Recorded data:
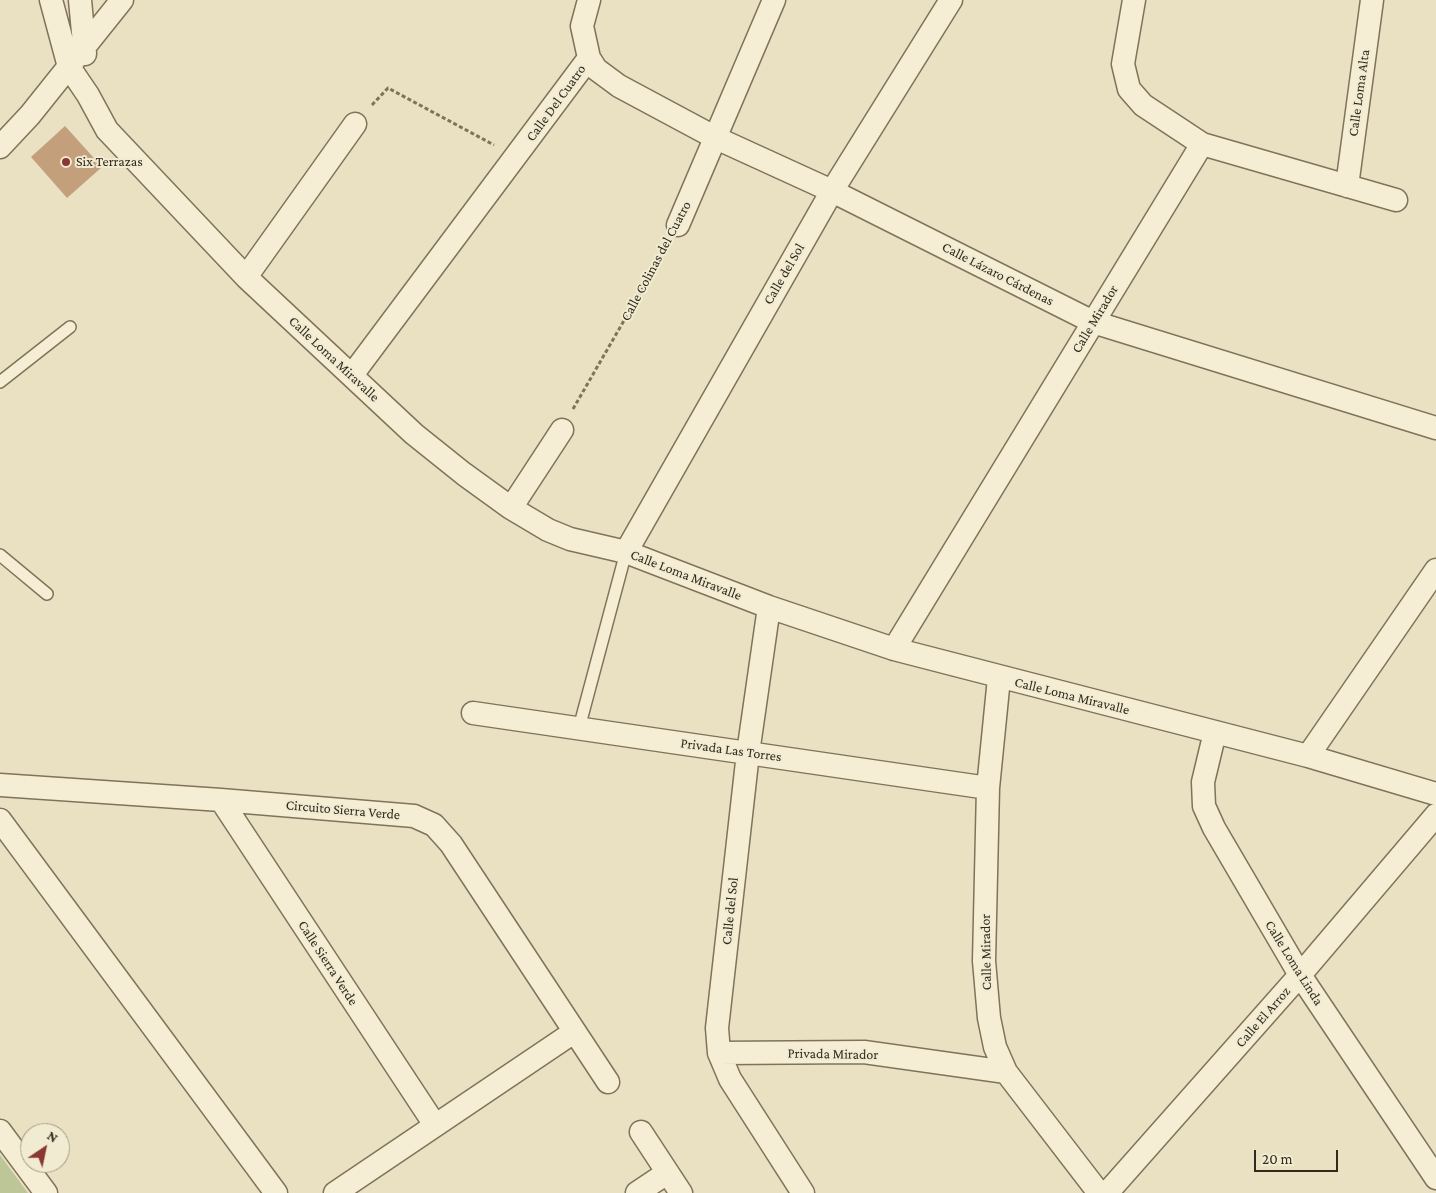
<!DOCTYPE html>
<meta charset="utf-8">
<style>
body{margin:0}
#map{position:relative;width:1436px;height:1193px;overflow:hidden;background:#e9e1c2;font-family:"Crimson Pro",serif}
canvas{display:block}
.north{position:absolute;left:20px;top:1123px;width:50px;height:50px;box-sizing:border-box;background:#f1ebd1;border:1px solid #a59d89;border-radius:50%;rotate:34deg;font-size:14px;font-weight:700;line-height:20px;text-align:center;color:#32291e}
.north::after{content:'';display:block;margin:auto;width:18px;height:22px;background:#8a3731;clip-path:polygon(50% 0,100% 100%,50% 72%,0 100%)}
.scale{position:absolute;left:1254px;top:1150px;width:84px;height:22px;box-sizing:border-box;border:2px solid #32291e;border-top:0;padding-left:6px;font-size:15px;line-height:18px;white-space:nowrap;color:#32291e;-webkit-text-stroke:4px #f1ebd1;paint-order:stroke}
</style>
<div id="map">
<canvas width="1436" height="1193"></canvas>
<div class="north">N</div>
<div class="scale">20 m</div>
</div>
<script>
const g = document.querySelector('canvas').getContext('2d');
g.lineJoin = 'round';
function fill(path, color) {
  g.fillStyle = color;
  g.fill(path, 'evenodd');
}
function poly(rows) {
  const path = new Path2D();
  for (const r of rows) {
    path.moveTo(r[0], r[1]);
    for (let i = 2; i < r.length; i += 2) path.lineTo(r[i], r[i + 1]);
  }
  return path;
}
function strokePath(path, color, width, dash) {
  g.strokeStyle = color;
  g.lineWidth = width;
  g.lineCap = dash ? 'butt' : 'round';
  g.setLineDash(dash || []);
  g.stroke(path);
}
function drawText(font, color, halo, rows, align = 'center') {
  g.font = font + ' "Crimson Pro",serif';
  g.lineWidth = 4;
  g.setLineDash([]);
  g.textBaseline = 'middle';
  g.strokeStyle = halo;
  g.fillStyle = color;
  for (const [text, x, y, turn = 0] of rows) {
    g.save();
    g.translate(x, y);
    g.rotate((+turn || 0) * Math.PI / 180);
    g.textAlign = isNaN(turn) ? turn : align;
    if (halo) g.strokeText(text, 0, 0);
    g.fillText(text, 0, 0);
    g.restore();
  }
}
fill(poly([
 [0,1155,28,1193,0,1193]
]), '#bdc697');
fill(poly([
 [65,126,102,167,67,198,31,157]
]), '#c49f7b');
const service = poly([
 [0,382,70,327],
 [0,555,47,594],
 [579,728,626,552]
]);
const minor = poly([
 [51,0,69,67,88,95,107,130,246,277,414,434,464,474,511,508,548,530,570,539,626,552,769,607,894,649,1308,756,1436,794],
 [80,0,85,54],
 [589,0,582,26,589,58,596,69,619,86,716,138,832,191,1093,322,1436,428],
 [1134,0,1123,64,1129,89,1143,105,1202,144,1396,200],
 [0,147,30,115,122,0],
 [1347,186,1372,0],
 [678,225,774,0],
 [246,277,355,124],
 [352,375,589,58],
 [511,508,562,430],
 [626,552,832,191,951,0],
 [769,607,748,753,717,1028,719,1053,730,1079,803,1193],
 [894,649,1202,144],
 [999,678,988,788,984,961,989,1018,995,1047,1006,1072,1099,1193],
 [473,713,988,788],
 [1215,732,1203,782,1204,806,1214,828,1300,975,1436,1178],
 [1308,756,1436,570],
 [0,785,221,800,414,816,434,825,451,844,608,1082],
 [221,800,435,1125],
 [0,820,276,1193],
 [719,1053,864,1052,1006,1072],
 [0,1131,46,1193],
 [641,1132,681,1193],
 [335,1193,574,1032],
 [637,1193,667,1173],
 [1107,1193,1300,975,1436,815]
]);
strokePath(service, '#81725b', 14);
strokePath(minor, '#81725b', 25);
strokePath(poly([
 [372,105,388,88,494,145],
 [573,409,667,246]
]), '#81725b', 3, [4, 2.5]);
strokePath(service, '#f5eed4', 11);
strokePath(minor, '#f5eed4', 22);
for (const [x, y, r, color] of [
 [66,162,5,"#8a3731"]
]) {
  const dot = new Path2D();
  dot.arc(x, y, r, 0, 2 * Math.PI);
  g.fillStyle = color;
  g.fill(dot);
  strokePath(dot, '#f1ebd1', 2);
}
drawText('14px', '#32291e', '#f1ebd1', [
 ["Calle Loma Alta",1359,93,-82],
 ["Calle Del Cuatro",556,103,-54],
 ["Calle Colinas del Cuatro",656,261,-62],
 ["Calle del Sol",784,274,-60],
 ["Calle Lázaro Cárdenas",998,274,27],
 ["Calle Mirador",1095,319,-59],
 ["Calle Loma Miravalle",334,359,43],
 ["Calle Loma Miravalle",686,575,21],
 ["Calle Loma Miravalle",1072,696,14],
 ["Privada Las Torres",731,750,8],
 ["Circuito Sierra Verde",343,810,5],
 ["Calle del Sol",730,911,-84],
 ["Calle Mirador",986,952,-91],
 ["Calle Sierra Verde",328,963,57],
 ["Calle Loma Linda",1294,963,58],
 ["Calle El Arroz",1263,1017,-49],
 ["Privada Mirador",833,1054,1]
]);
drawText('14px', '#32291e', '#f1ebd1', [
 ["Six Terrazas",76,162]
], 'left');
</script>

* * *

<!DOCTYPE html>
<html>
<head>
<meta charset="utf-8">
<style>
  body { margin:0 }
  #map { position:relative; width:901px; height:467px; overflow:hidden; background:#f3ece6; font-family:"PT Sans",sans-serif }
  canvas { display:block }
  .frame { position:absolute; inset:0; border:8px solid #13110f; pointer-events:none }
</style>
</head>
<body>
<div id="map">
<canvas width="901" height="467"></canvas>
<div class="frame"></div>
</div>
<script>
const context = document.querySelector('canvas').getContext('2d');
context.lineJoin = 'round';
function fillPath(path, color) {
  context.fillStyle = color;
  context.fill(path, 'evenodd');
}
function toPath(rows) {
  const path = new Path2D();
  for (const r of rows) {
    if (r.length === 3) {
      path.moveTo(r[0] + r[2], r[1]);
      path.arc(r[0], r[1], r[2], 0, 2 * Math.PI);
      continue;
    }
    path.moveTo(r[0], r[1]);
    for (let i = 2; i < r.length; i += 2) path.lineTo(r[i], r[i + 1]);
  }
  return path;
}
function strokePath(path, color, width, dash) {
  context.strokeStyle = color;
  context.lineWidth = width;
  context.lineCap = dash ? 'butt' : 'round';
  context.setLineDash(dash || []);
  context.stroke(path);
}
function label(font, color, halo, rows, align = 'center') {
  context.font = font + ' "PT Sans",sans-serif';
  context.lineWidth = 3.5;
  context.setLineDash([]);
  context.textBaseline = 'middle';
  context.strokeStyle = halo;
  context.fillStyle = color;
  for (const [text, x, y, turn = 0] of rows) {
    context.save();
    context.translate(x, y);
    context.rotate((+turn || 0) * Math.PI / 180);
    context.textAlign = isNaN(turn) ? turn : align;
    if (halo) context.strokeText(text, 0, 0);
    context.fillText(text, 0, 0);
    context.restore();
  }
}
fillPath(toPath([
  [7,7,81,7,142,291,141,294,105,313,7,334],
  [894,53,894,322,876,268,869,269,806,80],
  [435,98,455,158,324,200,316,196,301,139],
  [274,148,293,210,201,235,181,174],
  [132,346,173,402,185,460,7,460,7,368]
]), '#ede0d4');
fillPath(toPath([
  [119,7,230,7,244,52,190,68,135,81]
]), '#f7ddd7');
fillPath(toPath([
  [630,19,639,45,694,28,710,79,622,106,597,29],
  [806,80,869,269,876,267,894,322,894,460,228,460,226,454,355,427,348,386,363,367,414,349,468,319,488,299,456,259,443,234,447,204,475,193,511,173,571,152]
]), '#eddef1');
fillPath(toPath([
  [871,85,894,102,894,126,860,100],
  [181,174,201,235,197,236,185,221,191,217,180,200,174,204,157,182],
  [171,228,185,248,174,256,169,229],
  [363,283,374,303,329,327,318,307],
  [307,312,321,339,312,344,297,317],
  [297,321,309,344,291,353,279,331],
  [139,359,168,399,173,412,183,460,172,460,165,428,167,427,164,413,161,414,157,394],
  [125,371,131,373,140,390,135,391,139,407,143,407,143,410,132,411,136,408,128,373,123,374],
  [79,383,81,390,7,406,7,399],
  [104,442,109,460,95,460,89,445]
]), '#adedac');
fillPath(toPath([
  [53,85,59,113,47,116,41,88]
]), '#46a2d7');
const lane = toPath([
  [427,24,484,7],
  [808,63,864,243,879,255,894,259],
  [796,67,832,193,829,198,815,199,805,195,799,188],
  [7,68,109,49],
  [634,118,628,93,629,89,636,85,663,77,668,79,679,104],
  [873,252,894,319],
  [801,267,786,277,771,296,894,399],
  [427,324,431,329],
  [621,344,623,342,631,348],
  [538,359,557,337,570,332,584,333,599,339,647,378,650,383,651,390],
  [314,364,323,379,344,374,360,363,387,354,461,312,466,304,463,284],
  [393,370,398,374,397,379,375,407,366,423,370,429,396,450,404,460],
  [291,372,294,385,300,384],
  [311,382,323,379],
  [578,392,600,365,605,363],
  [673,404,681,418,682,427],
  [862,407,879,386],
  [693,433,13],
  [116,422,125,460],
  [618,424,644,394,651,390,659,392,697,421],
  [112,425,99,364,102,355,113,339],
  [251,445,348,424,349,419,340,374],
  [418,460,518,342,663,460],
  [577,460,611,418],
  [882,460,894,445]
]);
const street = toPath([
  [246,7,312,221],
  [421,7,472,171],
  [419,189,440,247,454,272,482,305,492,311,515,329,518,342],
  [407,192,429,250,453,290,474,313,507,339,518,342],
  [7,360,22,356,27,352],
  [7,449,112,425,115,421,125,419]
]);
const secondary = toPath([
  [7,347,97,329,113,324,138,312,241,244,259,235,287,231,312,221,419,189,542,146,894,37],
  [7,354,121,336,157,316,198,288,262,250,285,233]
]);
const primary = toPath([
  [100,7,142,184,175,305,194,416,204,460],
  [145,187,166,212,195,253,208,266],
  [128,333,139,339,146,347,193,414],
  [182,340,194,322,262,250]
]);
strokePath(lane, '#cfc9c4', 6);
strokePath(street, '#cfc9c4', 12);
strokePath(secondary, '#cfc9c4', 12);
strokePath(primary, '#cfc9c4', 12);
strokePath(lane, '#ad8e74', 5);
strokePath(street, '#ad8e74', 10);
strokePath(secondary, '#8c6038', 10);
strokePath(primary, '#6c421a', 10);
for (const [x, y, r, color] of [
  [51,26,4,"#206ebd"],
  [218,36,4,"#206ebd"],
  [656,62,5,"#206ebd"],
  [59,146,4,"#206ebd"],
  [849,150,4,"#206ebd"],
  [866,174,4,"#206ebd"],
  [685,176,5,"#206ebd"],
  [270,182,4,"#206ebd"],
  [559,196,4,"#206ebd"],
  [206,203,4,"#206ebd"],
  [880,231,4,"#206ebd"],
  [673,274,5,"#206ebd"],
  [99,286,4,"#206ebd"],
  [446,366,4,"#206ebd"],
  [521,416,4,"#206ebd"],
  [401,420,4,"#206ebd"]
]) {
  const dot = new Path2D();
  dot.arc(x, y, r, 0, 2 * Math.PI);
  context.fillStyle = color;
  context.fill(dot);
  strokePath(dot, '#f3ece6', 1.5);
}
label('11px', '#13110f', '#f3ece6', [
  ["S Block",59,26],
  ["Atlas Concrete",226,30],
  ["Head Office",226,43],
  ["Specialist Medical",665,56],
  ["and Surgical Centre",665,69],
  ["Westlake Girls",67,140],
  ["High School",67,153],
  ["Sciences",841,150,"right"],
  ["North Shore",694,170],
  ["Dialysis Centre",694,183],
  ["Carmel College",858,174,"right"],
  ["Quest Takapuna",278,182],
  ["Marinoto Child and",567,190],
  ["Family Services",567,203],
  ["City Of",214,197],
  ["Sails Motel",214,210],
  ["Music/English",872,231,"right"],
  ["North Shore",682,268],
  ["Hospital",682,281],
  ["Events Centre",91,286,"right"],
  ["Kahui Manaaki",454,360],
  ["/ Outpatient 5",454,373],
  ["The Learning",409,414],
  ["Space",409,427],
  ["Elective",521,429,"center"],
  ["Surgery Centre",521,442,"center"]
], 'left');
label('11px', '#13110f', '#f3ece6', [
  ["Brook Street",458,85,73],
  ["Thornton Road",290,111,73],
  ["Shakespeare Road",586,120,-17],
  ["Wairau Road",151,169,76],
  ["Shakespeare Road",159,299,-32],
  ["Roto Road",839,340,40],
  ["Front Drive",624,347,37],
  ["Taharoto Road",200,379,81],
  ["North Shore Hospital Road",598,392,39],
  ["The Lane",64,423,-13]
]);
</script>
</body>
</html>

▶ [REQUIRED WORK]
Every line that holds the word "secondary" should be copied from the records above.

▶ [THE ANSWER]
const secondary = toPath([
strokePath(secondary, '#cfc9c4', 12);
strokePath(secondary, '#8c6038', 10);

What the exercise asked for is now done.